We see things like classes in science and history books as opportunities to praise God as we learn more about what God’s does. Peeks into telescopes or solving physics problems prompt us to praise God as they help us to understand what God makes. Even our time with people brings praise to our lips because those neighbors somehow resemble the God who created us.
Revelation 21’s account of the new creation’s light only intensifies that praise. It reports, after all, that while there will be no night or even darkness in the new earth and heaven, there won’t be a sun or moon either. There will be, in fact, no created light. In the new creation there will only be the perfect Light cast by the everlasting God’s glory and the Lamb.

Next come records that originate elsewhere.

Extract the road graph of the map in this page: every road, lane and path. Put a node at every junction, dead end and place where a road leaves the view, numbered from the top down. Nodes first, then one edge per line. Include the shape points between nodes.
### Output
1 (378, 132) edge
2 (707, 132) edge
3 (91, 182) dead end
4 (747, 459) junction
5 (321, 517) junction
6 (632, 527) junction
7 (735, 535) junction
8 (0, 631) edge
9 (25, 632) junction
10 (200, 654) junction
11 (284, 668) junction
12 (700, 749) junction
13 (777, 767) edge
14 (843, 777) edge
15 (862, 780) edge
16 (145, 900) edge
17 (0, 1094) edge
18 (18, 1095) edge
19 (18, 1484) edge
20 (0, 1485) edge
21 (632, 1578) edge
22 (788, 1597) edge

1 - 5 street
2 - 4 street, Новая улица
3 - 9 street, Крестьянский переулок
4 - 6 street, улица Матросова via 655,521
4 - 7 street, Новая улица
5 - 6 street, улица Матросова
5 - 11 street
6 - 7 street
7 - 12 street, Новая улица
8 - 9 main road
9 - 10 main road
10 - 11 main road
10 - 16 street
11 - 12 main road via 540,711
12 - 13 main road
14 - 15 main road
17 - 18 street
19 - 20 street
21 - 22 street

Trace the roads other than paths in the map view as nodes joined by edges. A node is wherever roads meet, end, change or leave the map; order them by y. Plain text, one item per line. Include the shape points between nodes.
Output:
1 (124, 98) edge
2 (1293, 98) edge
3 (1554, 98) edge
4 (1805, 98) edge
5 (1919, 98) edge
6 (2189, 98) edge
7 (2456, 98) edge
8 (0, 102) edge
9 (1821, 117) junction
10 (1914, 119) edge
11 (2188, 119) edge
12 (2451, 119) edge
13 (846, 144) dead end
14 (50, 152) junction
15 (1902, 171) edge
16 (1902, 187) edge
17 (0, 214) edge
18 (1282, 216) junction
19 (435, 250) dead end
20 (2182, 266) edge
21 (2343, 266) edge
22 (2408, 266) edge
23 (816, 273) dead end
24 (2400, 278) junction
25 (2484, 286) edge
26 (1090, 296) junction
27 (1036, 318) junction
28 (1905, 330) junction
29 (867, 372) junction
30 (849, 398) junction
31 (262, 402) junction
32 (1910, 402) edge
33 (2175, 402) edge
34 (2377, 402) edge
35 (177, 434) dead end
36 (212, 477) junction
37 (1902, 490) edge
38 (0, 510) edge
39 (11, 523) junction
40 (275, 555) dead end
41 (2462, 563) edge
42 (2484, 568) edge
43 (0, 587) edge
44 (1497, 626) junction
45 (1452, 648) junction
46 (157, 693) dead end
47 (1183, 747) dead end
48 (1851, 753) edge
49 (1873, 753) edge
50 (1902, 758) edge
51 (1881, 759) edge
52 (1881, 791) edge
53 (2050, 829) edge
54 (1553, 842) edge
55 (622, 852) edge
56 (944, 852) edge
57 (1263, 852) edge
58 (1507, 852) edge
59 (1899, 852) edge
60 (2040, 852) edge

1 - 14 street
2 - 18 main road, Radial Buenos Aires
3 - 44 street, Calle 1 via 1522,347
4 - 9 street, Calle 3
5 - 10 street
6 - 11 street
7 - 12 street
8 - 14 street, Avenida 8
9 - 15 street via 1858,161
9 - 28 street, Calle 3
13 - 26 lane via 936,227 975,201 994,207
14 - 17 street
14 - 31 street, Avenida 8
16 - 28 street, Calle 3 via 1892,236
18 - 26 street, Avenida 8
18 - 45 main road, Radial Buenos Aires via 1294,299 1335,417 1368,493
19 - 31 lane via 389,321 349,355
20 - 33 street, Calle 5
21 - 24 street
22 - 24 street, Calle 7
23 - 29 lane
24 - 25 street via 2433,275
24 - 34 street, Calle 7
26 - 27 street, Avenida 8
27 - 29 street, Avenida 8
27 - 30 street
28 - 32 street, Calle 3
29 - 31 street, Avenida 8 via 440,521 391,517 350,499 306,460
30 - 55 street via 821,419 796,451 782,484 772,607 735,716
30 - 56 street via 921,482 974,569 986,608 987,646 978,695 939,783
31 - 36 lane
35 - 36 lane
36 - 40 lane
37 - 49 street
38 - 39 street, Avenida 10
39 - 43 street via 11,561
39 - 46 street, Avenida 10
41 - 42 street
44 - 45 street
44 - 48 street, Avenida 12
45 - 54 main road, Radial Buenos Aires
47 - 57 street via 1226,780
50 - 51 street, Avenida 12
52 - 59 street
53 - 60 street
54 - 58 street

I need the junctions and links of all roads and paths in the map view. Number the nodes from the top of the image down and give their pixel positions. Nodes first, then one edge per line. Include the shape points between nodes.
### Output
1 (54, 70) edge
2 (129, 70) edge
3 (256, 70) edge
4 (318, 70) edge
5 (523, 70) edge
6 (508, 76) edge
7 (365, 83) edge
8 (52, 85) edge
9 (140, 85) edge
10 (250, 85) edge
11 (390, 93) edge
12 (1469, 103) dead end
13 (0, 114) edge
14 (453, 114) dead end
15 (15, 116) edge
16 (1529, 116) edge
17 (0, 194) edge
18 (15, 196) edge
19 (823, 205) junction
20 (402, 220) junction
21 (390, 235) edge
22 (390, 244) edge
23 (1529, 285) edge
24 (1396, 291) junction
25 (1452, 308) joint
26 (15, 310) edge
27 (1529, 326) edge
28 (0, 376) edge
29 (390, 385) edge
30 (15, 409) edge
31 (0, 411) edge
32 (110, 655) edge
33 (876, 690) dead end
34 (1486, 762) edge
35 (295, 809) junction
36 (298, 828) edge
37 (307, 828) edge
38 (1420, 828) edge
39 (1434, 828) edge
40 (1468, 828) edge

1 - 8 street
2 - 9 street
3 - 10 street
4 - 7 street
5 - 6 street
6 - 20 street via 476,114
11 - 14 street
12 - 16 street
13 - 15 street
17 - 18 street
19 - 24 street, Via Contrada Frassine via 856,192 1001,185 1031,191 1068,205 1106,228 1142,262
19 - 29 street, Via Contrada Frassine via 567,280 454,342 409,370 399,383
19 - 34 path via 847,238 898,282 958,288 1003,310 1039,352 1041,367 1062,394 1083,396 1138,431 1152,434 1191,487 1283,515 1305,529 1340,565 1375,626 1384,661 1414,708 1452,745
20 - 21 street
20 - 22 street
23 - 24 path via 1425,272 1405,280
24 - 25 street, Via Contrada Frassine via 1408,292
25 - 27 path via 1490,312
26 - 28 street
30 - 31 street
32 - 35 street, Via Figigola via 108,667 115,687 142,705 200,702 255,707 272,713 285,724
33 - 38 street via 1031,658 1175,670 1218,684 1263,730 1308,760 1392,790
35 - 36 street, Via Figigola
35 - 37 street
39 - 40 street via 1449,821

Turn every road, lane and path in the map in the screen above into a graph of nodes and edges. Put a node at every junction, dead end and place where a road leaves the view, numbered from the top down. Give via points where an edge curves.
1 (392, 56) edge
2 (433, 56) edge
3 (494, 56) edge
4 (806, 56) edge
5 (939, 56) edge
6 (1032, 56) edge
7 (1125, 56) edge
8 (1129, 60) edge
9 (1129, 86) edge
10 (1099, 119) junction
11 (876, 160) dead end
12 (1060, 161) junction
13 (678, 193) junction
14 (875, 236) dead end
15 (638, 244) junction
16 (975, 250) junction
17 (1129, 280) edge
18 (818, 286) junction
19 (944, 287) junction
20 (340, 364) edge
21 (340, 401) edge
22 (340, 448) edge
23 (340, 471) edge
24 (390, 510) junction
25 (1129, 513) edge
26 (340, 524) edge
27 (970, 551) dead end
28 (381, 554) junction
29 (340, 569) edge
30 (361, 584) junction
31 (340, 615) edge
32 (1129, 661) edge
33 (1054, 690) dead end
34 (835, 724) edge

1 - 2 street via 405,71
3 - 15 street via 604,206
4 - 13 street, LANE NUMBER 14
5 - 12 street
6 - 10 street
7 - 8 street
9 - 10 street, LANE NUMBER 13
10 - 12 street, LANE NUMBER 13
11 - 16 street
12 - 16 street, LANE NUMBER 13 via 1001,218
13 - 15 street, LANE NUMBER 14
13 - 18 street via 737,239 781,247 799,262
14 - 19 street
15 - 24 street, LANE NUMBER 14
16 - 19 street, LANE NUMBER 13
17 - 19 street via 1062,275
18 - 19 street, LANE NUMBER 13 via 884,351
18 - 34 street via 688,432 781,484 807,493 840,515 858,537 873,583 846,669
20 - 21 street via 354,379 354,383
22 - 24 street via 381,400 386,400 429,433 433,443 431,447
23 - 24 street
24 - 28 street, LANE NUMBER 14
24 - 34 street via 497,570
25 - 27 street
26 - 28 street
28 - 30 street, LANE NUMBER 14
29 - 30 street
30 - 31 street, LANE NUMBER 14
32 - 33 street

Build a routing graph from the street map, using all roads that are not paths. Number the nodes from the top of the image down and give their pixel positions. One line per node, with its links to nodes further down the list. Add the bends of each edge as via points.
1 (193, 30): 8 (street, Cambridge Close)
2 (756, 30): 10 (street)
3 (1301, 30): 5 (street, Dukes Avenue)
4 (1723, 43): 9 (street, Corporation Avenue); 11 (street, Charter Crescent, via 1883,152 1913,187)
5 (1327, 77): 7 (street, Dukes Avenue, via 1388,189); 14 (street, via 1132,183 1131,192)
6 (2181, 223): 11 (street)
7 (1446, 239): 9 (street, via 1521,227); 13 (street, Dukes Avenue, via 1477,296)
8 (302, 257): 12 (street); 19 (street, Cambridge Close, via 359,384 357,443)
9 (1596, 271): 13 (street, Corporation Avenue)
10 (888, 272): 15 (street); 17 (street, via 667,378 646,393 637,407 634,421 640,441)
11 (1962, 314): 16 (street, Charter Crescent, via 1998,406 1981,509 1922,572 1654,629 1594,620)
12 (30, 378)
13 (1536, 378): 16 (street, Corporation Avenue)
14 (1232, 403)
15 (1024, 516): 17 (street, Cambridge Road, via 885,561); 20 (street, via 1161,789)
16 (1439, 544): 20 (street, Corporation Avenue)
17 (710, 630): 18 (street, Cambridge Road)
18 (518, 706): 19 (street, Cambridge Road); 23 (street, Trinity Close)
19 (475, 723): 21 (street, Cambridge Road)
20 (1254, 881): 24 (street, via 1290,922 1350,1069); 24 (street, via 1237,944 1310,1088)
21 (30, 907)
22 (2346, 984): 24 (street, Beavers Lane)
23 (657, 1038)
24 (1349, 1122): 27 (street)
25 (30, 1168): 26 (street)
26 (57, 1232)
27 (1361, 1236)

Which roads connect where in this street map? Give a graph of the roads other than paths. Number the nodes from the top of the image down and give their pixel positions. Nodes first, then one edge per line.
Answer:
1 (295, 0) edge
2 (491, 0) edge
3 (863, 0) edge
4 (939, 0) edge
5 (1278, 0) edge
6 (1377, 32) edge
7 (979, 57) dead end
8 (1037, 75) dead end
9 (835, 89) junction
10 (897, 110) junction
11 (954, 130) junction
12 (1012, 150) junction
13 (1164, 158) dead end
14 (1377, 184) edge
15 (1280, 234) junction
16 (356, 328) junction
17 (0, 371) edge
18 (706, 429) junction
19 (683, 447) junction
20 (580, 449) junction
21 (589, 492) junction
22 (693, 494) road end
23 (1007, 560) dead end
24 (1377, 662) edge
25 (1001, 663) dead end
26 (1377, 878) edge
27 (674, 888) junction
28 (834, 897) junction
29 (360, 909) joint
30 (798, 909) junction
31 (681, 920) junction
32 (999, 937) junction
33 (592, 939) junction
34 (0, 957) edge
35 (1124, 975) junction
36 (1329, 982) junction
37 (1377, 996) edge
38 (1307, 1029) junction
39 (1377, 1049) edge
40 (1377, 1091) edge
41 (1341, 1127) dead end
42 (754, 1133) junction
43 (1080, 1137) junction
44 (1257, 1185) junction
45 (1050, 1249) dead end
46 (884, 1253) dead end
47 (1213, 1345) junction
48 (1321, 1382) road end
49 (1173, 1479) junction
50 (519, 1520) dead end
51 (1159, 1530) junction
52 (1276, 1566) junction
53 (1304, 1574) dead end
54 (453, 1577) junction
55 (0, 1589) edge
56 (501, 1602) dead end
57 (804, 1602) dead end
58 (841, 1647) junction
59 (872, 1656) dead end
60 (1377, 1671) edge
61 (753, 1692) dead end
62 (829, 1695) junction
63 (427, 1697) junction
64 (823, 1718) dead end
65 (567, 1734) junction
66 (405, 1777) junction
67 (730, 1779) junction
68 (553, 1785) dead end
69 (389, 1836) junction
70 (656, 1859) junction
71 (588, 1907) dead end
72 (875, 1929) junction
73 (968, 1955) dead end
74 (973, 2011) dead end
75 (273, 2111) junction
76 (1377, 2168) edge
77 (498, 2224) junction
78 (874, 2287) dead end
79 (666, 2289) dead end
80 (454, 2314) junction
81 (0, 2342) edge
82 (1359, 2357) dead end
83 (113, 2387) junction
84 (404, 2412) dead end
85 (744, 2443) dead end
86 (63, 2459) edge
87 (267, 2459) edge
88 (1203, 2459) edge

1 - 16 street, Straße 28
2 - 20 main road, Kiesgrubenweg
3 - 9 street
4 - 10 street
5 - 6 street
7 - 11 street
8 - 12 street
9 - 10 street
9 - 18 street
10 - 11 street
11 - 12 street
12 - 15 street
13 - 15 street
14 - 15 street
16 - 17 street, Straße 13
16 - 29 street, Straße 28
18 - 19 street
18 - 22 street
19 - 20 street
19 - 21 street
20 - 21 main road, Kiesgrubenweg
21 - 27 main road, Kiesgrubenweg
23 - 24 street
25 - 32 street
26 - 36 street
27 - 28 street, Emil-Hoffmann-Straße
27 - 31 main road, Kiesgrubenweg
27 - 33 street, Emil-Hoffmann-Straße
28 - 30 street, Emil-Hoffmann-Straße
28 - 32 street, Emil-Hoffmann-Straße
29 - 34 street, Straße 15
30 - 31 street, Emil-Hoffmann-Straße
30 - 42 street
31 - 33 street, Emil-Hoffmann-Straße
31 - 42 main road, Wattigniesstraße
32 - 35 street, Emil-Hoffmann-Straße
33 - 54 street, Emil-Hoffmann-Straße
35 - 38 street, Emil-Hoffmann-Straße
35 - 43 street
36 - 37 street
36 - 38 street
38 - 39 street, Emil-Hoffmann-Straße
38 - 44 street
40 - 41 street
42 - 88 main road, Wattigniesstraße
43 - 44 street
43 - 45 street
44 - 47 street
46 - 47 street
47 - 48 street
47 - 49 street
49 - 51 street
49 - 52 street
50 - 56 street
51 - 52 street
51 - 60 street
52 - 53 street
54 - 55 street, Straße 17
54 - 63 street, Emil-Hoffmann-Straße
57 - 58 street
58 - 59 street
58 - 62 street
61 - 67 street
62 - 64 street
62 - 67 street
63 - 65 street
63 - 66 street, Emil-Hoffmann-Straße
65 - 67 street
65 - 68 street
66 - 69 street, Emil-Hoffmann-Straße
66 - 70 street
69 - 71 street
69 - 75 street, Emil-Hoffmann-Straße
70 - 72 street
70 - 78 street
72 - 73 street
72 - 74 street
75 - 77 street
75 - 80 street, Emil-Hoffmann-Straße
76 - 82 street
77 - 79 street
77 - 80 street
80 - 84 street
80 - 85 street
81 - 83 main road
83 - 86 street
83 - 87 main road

Where there is darkness, there is fear. Where this is light, however, there is life. There is also safety and confidence. In his January 10, 2017 New York Times article, “The Lights Are On in Detroit,” Michael Kimmelman describes how in December, 2016 Detroit officials turned on the last if its 65,000 new streetlights. Those lights are spread all across the city.
Before that, businesses like Kuzzo’s Chicken and Waffles had to shut down by dinnertime because people didn’t want to go out to eat after the sun went down. They were afraid of what people might do to them in the dark. Foot traffic, says its owner Mr. Spencer, “almost fell to zero after dark. Since the lights came on, it’s up 15 percent across this neighborhood.”
Mr. Kimmelman also notes that he Louisiana Creole Gumbo Restaurant catered to neighborhood workers before drug dealers moved in and the lights went out. Now the lights are on, says the restaurant’s owner, Mr. Spencer, “and diners are returning at night.”